The thing is, none of this should surprise anyone. After all, Trump has been a braggart about his sexploits since he first started appearing on Page Six. (What did you think was going on at Studio 54?) This is a guy who cheated on his first wife with his second wife, who he then dumped when she had the temerity to get pregnant. Long before achieving a career rebirth as a sort of lovable reality show host, he was famous for being the cad who turned Atlantic City into a hedonistic pleasure dome (albeit a badly managed, over-the-top version).

Indeed, this is the last scandal I ever expected to besiege the Trump White House. After all, only the wilfully ignorant would have thought Donald J. Trump hasn’t spent the last 50 years trying to hump every female human that crossed his path. For Pete’s sake, he’s bragged about. Loudly.

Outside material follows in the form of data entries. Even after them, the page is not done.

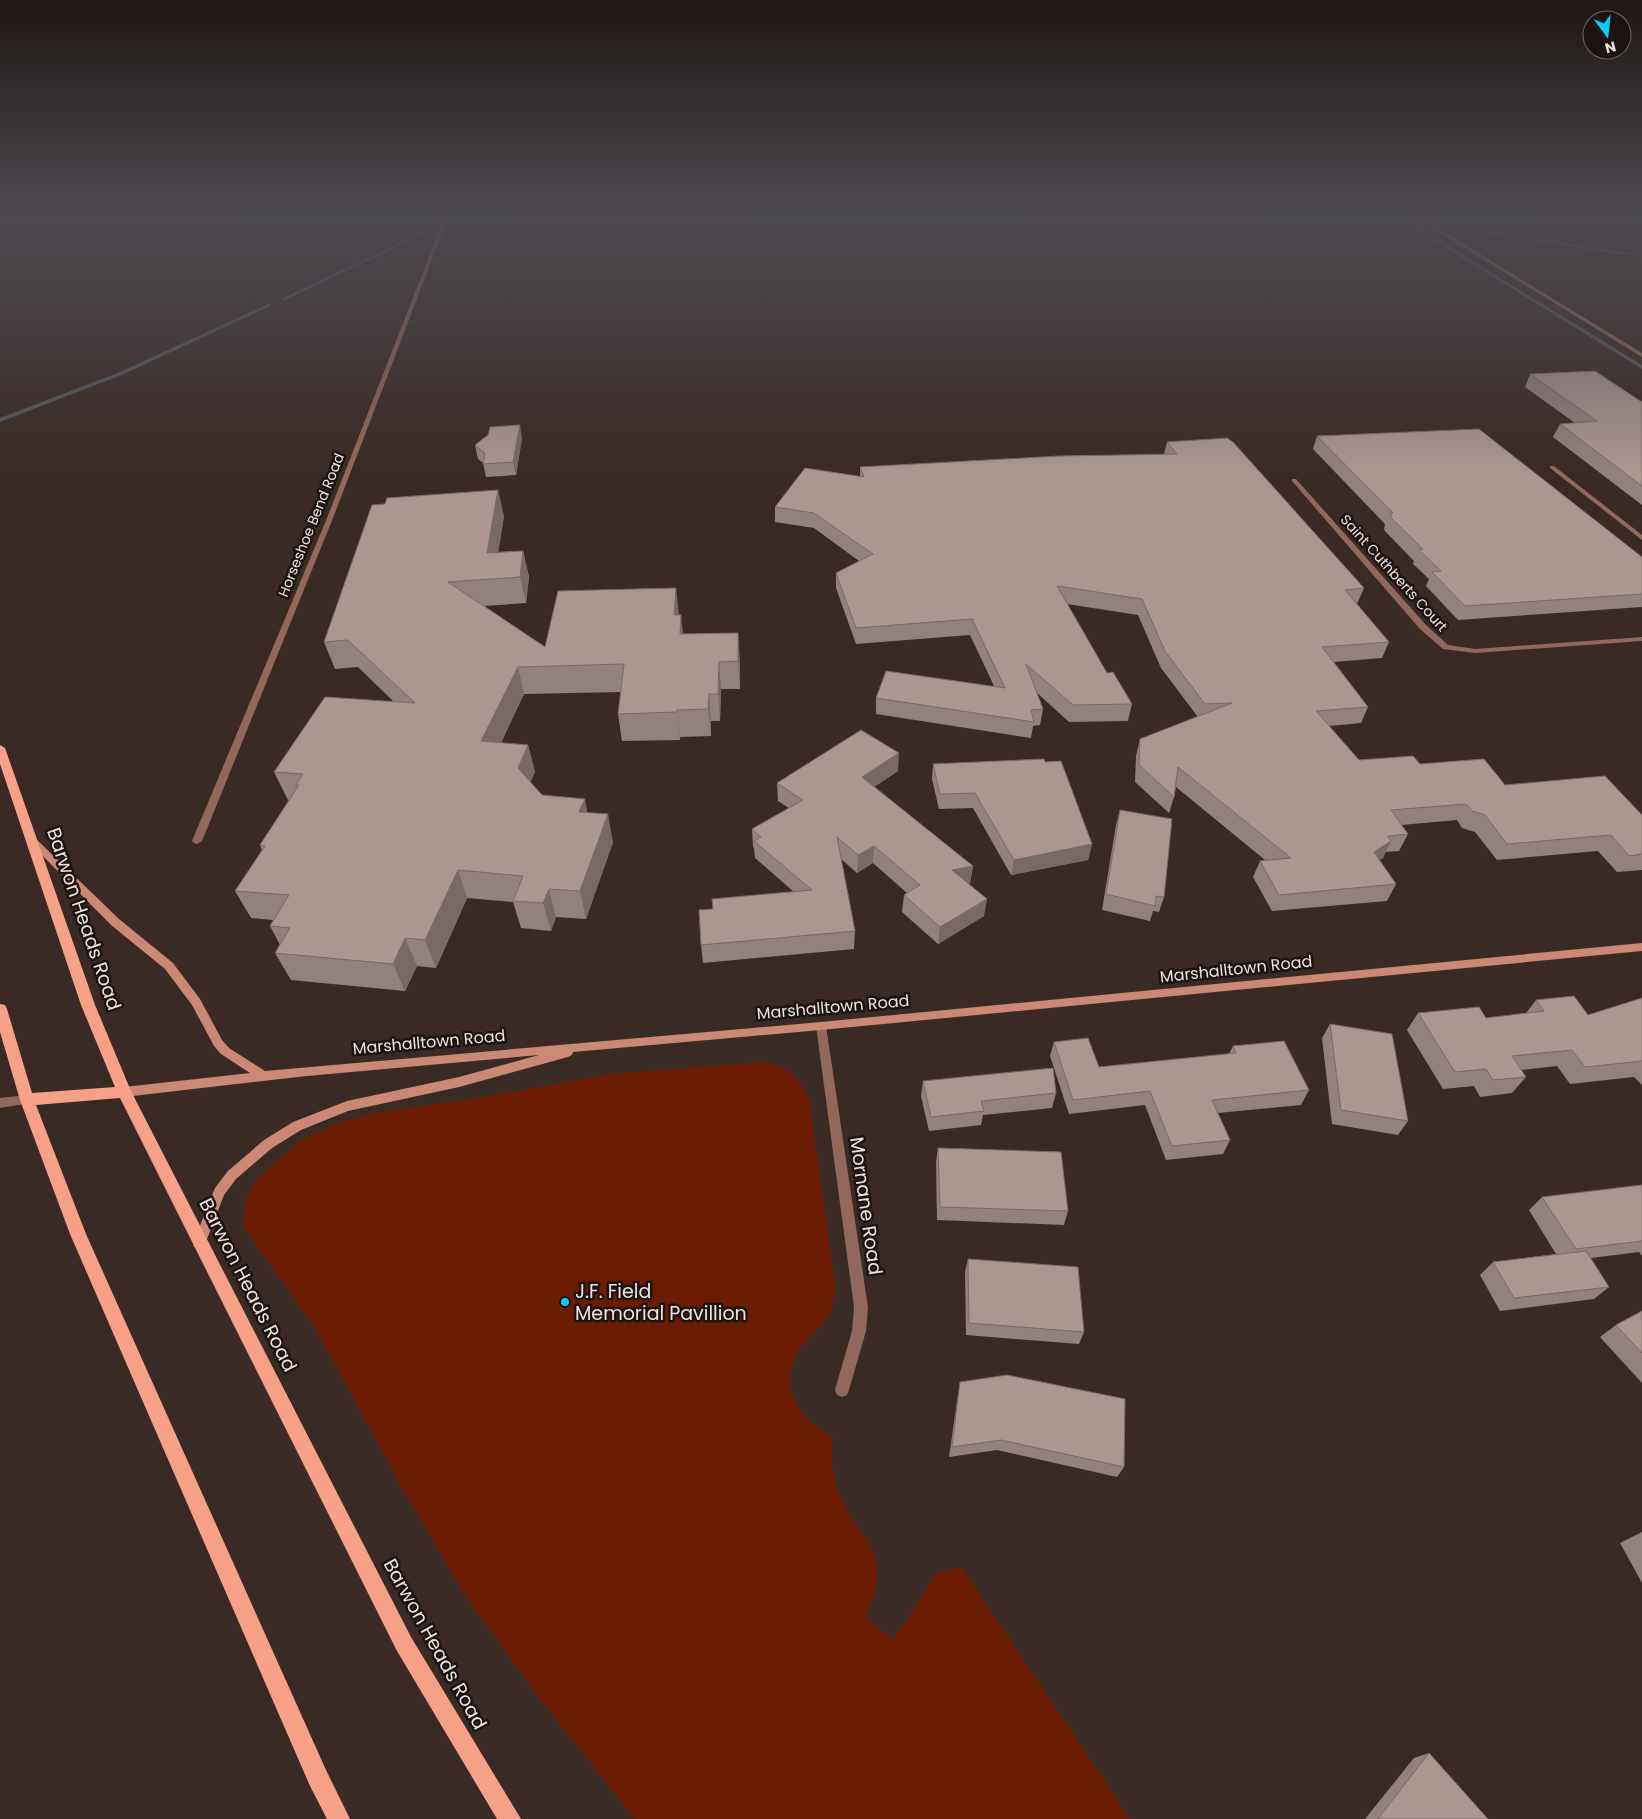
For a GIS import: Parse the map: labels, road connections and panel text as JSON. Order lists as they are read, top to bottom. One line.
{"streets":{"main road":["Barwon Heads Road","Marshalltown Road"],"street":["Horseshoe Bend Road","Saint Cuthberts Court","Mornane Road"]},"crossings":[["Barwon Heads Road","Marshalltown Road"],["Marshalltown Road","Mornane Road"]],"places":["J.F. Field Memorial Pavillion"],"north":"bottom"}
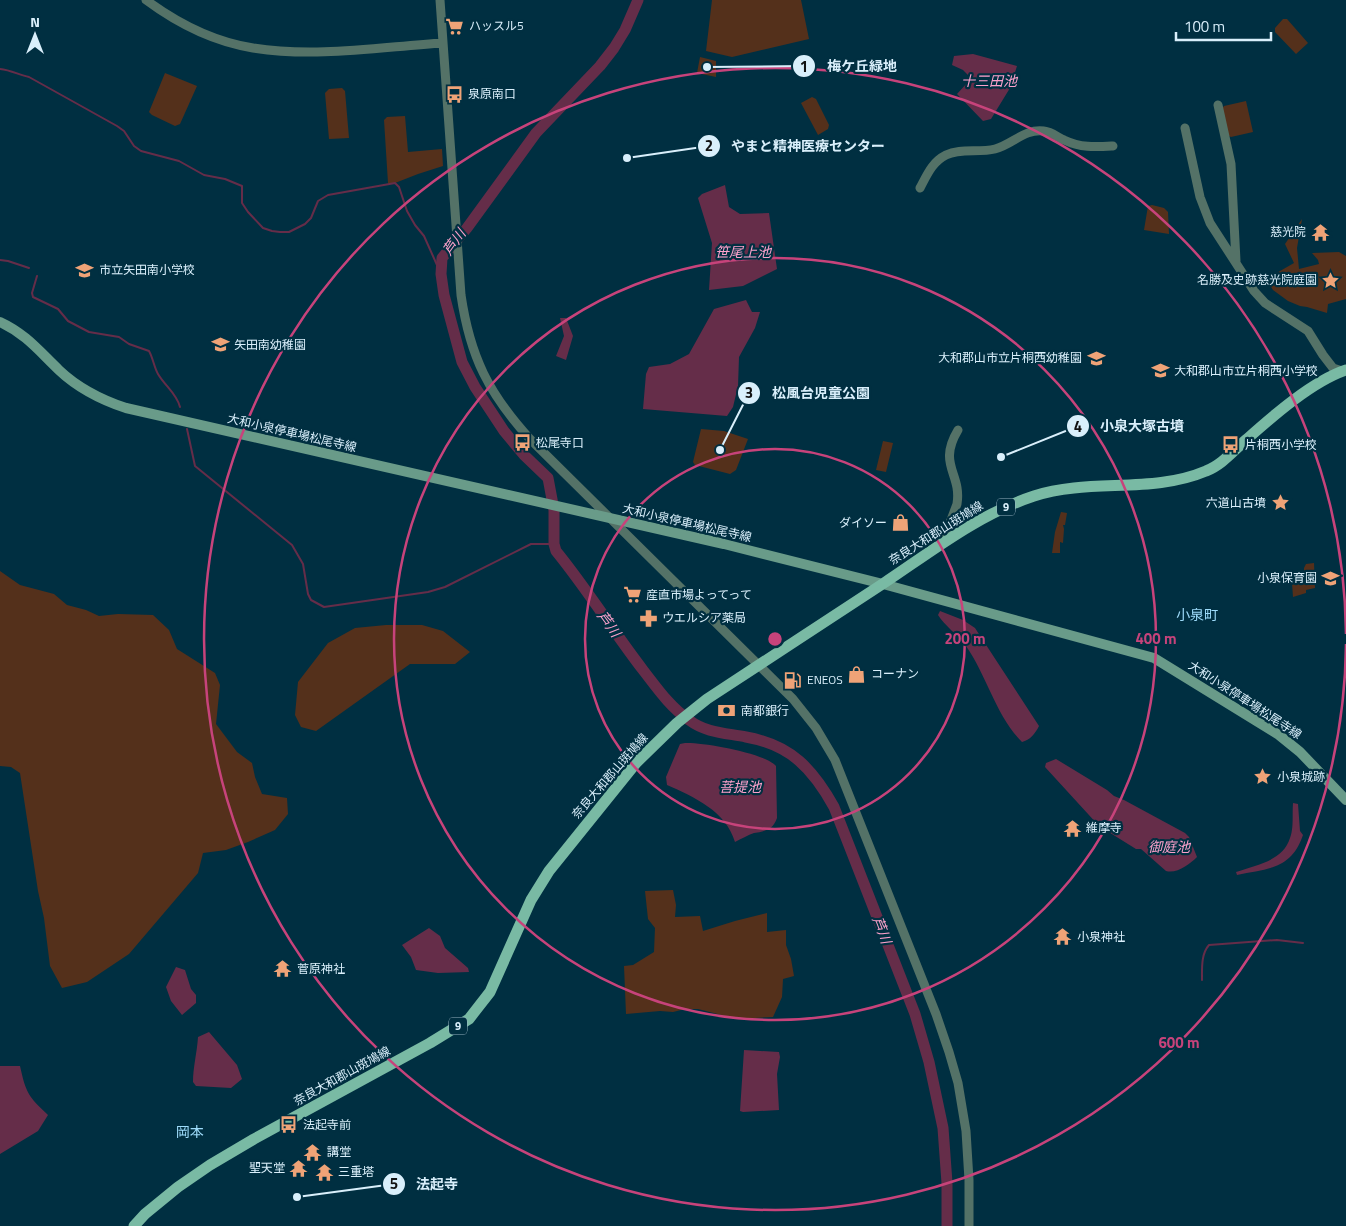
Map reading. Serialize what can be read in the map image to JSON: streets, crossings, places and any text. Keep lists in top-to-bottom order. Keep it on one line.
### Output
{"streets":{"main road":["大和小泉停車場松尾寺線","9","奈良大和郡山斑鳩線"]},"crossings":[["大和小泉停車場松尾寺線","奈良大和郡山斑鳩線"]],"districts":["小泉町","岡本"],"water":["十三田池","芦川","笹尾上池","菩提池","御庭池"],"places":{"supermarket":["ハッスル5","産直市場よってって"],"other":["梅ケ丘緑地","やまと精神医療センター","松風台児童公園","小泉大塚古墳","法起寺"],"bus stop":["泉原南口","松尾寺口","片桐西小学校","法起寺前"],"temple":["慈光院","維摩寺","小泉神社","菅原神社","講堂","聖天堂","三重塔"],"school or university":["市立矢田南小学校","矢田南幼稚園","大和郡山市立片桐西幼稚園","大和郡山市立片桐西小学校","小泉保育園"],"place":["名勝及史跡慈光院庭園","六道山古墳","小泉城跡"],"shop":["ダイソー","コーナン"],"pharmacy":["ウエルシア薬局"],"fuel station":["ENEOS"],"bank":["南都銀行"]},"scale_bar":"100 m","north":"top","rings":["200 m","400 m","600 m"]}
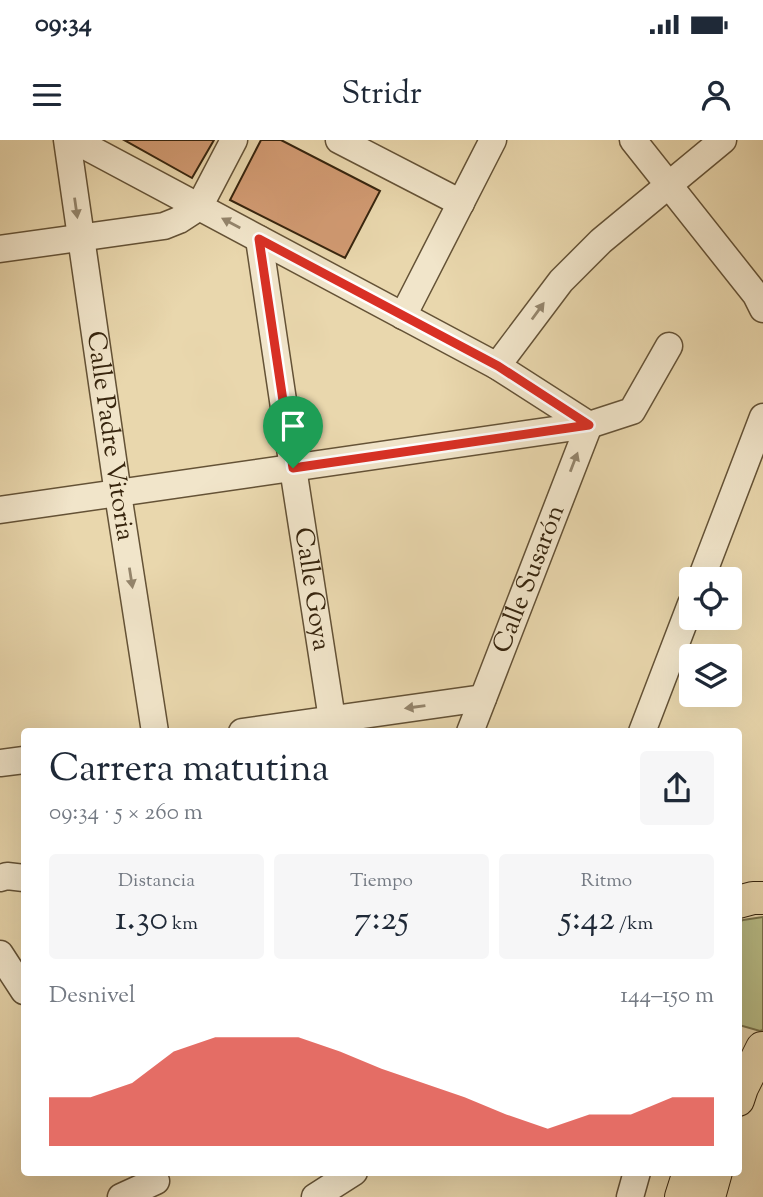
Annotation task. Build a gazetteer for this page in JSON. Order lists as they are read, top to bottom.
{
  "streets": {
    "street": ["Calle Padre Vitoria", "Calle Susarón", "Calle Goya"]
  },
  "one_way": ["Calle Padre Vitoria"],
  "page": {
    "status": "09:34",
    "header": "Stridr",
    "heading": ["Carrera matutina", "09:34 · 5 × 260 m"],
    "stats": [
      ["Distancia", "1.30 km"],
      ["Tiempo", "7:25"],
      ["Ritmo", "5:42 /km"]
    ],
    "chart": ["Desnivel", "144–150 m"]
  }
}
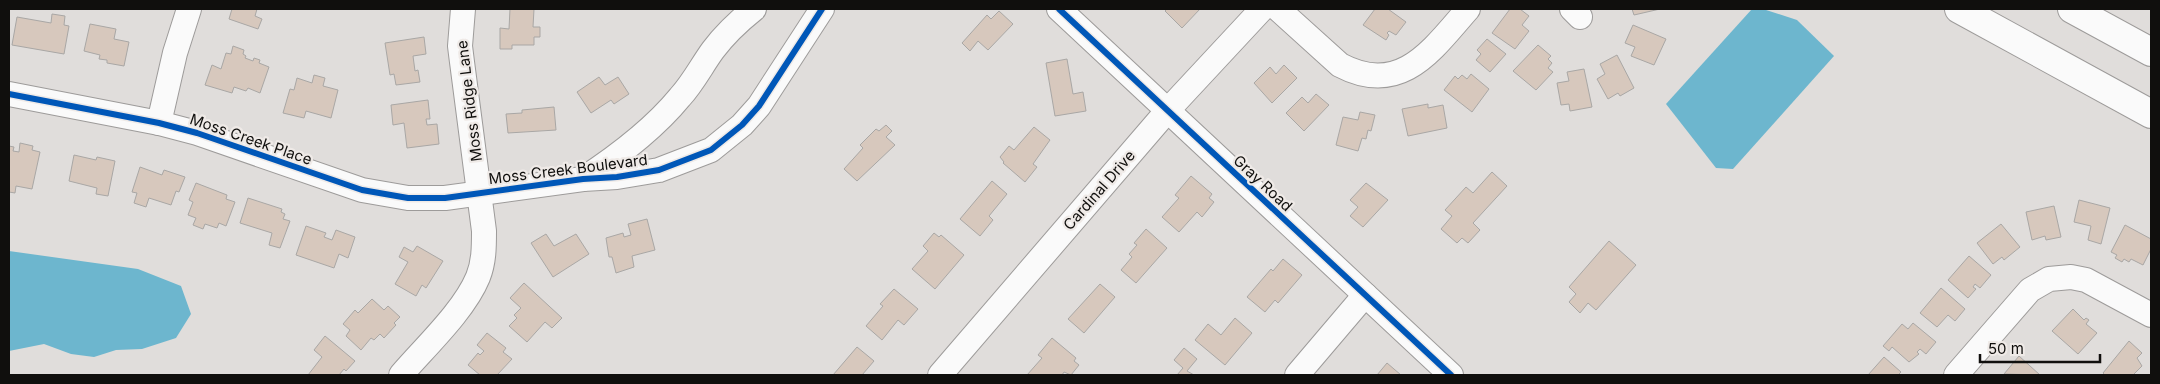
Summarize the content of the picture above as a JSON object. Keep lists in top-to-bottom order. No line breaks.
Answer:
{"streets":{"street":["Moss Ridge Lane","Moss Creek Place","Moss Creek Boulevard","Gray Road","Cardinal Drive"]},"crossings":[["Moss Ridge Lane","Moss Creek Boulevard"],["Moss Creek Place","Moss Creek Boulevard"],["Gray Road","Cardinal Drive"]],"scale_bar":"50 m"}
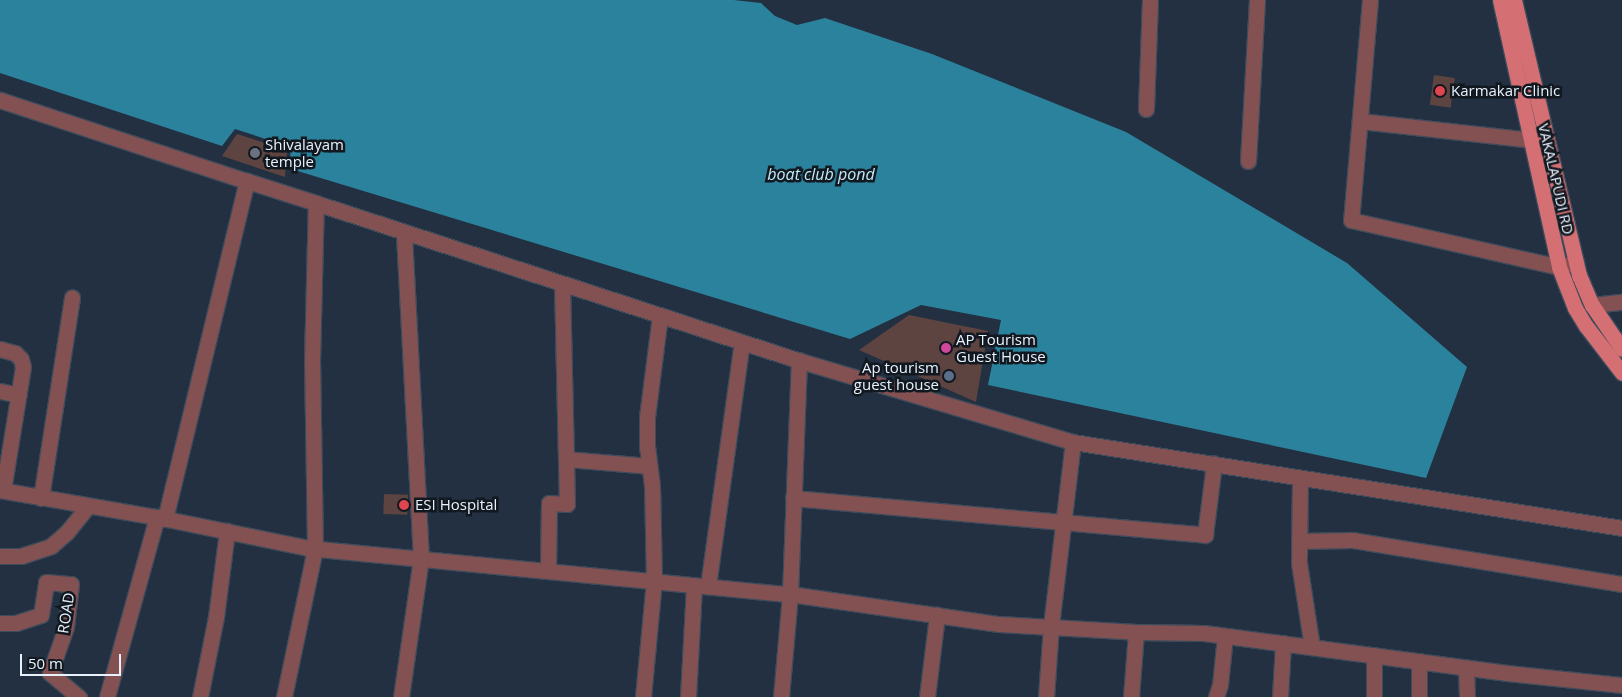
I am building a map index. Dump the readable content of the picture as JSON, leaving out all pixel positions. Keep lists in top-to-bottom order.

So, why wouldn’t he just fess up this time around? Surely he remembers 20 years ago. Yes, we were all skeeved by the middle aged dude boffing a barely legal intern in the Oval Office – but only the wilfully ignorant were surprised by the behavior. But what got that president into a heap of trouble was lying about it, even though nobody believed him. It cost him his legacy. 50 years from now, the only thing he’ll be remembered for is being the second President to be impeached.

The only thing I can think of is, he’s afraid of losing his base of support. But those of you who are rabid Trump fans wouldn’t abandon him over this. I mean, 5 minutes on Twitter proves that, right? So, it’s up to y’all. Already, the lawsuits are in motion. It’s Monica all over again. Shortly, the President will be forced to submit to being deposed and any missteps or misstatements in those, and he’ll have fallen into the same self-imposed trap that ensnared Bill Clinton. So, Trumpkins, save us all the spectacle. Urge him to fess up to doing the horizontal bop with a porn star named Stormy (and yes, having quite ordinary sized hands) and pay the settlements so we can all move on. There are real problems. We don’t need a lecherous old fool’s hubris to create new ones.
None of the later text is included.